[Collected data]
★ ★ ★

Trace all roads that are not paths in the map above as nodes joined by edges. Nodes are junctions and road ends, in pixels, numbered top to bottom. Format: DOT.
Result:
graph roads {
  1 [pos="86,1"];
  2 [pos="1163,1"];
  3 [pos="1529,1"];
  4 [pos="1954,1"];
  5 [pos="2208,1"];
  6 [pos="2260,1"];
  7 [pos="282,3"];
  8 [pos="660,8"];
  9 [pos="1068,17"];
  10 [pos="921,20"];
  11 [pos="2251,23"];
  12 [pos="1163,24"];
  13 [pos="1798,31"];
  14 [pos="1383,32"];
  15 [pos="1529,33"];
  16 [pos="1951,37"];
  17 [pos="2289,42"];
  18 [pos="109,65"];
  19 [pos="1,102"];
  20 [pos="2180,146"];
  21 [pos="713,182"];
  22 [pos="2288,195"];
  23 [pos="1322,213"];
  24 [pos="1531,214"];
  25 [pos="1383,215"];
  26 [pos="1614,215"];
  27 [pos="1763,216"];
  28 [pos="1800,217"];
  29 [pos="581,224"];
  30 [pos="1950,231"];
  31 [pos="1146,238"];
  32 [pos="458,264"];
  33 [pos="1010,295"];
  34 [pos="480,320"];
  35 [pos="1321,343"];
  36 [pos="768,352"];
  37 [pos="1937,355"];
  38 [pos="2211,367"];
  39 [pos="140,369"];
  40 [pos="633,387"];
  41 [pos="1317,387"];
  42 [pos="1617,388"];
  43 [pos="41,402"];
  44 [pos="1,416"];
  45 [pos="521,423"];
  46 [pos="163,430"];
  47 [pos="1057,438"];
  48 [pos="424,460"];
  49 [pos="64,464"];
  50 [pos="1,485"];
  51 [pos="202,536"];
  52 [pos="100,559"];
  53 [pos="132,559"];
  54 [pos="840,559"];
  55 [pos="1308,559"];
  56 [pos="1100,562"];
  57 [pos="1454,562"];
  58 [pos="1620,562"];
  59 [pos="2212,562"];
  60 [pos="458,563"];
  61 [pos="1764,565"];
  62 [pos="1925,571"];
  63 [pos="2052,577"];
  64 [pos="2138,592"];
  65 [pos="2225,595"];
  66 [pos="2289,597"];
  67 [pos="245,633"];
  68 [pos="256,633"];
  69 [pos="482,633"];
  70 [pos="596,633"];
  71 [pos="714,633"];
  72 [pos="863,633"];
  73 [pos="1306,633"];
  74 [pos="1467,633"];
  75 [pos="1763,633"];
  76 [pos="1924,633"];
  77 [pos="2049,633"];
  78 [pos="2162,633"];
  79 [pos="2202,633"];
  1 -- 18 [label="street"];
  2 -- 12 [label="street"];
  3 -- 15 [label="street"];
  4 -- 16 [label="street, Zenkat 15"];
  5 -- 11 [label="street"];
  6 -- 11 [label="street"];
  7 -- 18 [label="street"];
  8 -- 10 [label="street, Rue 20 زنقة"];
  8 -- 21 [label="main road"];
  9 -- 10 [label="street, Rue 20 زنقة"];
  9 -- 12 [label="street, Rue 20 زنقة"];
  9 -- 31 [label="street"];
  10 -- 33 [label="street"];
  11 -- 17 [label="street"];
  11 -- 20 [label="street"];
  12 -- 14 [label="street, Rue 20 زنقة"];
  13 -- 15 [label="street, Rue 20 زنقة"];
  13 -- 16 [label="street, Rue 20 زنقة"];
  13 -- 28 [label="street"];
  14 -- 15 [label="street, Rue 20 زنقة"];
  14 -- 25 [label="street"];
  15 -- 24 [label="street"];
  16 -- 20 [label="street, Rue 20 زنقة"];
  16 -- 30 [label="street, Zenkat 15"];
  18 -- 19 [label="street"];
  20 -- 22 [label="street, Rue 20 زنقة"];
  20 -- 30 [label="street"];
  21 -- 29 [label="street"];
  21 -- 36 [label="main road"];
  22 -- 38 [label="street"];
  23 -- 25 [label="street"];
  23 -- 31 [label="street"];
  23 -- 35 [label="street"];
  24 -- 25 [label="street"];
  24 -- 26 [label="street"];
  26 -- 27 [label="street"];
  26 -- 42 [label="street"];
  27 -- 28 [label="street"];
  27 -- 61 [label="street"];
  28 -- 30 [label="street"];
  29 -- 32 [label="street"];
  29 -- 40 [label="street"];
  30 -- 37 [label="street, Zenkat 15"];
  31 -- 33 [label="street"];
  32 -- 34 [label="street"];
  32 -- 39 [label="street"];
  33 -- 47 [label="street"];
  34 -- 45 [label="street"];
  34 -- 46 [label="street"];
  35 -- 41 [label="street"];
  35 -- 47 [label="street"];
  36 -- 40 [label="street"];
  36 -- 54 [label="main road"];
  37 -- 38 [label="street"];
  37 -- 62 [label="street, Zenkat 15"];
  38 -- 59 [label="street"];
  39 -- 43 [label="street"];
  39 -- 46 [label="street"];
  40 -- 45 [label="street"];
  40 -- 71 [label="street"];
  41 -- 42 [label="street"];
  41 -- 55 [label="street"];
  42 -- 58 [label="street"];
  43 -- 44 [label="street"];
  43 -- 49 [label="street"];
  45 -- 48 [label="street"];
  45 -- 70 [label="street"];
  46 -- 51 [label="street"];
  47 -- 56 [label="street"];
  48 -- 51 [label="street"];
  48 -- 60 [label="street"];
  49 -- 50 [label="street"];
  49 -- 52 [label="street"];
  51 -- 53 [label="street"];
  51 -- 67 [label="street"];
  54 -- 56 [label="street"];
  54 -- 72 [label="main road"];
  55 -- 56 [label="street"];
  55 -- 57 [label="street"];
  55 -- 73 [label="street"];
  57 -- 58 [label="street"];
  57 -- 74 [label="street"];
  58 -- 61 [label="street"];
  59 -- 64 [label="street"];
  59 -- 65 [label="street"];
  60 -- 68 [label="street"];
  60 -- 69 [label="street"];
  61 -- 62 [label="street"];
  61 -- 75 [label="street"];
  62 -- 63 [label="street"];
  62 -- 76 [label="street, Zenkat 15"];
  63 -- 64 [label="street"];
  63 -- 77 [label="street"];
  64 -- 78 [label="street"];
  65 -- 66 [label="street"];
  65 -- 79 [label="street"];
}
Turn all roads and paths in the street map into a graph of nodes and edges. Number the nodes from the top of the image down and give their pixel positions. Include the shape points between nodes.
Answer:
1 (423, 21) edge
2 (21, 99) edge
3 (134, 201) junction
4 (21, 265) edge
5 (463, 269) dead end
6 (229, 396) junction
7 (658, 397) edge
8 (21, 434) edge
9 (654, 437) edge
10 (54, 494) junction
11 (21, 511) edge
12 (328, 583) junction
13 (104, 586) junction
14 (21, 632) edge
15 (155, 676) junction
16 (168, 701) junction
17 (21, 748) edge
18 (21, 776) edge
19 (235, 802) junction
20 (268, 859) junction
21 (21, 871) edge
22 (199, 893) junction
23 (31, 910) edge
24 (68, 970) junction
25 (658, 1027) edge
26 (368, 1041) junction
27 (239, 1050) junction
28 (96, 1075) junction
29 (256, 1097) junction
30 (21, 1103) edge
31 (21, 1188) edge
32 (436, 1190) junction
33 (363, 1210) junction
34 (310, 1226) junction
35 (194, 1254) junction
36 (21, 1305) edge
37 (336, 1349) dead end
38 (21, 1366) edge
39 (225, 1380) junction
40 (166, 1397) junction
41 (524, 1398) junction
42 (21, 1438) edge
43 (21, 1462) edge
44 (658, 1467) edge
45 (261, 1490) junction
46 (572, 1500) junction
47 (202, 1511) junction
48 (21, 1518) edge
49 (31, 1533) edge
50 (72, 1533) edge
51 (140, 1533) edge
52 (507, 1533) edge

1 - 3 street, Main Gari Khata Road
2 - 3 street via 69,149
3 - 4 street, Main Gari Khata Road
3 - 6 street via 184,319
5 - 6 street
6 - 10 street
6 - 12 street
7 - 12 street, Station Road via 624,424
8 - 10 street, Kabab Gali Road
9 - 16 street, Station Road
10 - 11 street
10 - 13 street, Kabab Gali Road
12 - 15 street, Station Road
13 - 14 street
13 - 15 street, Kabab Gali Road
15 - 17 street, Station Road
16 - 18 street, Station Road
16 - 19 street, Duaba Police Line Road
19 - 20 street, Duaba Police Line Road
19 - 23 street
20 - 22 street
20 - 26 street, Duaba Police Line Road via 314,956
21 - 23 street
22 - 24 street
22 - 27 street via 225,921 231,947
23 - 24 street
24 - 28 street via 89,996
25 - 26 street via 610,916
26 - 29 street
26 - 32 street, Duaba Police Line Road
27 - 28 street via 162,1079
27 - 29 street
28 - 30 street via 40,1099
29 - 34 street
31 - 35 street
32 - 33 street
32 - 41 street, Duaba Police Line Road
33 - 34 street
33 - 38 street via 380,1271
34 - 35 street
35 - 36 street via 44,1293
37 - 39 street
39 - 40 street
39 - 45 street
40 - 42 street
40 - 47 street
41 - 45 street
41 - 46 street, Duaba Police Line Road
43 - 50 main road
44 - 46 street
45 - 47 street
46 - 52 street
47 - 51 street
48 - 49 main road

★ ★ ★

• [EXERCISE AIM]: Filter the records above down to the lines that hold the string "Police".

• [SOLUTION]:
16 - 19 street, Duaba Police Line Road
19 - 20 street, Duaba Police Line Road
20 - 26 street, Duaba Police Line Road via 314,956
26 - 32 street, Duaba Police Line Road
32 - 41 street, Duaba Police Line Road
41 - 46 street, Duaba Police Line Road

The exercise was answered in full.